2018-10-25 research

Frost

I'm working on some cool research right now and am in the process of writing it up nicely into a paper to be submitted to a conference, so here is a little taste of the abstract and intro.

Abstract

With the recent and continuing boom in computer science enrollments, the need for effective automatic plagiarism detection tools has also grown. By far the most popular such tool is Moss, which is widely used to detect code plagiarism. This research is the first to demonstrate that Moss can be effectively defeated without resorting to obfuscation. Our system, FROST, constitutes a surprisingly simple and entirely automated attack on Moss that takes a program and alters it so that Moss will not indicate that it has been plagiarized. FROST automatically performs a series of mutation operations that retain the semantics and most of the original structure of code while directly undermining Moss's plagiarism detection algorithm. We show that, in a matter of minutes, FROST can produce a non-obfuscated variant of an original program that yields unsuspiciously low scores typical of non-plagiarized code.

We present a simple countermeasure to FROST that effectively undoes these and other source-level transformations, leveraging the fact that optimizing compilers are effective canonicalizers of code. For languages amenable to optimizing compilation (including C, C++, Java, and JavaScript), comparing the assembly code of FROST-transformed programs to that of their originals results in high scores that are clear indicators of plagiarism.

Introduction

In the past decade, there has been a large boom in computer science enrollments. The current boom has so far exceeded previous surges in computer science enrollments that the Computing Research Association created a committee solely dedicated to investigating this boom. In 2015, the CRA Enrollment Committee reported a near 185% increase in computer science undergraduate program enrollments since 2006. With the increase of program enrollments, larger class sizes have become inevitable and previous classroom management tools and techniques have been forced to update accordingly. One such classroom management technique is manual grading, as it does not scale with large class sizes.

To keep up with the larger class sizes, instructors and teaching assistants have become increasingly dependendent on automatic grading tools. Automatic grading allows instructors to grade large corpuses much faster than manually grading, but it also takes away the requirement that instructors view student code. In many cases this can be a good thing, but it also makes it easier for students to plagiarize their code.

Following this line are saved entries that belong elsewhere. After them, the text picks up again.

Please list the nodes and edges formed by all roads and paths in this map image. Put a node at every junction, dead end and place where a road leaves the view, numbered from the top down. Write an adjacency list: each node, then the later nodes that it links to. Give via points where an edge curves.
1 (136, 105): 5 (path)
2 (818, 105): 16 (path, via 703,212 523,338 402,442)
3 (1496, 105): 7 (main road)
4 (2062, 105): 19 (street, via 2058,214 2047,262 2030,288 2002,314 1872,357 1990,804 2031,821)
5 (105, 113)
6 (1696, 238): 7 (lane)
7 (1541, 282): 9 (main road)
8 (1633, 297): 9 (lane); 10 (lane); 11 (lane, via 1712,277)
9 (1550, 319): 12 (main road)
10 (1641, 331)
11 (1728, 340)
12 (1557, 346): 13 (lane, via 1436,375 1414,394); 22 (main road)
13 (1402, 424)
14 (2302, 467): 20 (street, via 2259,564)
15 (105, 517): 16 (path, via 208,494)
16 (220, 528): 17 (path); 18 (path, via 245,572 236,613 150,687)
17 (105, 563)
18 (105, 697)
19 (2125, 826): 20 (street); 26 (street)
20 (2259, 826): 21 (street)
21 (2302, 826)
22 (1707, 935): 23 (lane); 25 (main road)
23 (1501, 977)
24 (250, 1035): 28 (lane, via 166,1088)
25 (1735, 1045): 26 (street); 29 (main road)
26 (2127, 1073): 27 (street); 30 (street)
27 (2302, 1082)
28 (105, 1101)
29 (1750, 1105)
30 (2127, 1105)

In parallel to the surge of computer science enrollments, publicly available code resources have also been growing. Sites like Stack Overflow and Stack Exchange offer students abundant resources for coding assistance and tips, but they also fall prey to students looking to cheat on assignments. Using these sites, it is possible to find fully prepared assignment solutions and code. Additionally, code-hosting sites like Github also fall prey to students looking to cheat, as it is possible to find code solutions hosted on these sites by just keyword matching. There also exists sites like Chegg that are specifically meant to host assignment solutions. The heightened amount of these resources, in combination with the trend towards automatic grading tools, have started to aid students in committing software plagiarism.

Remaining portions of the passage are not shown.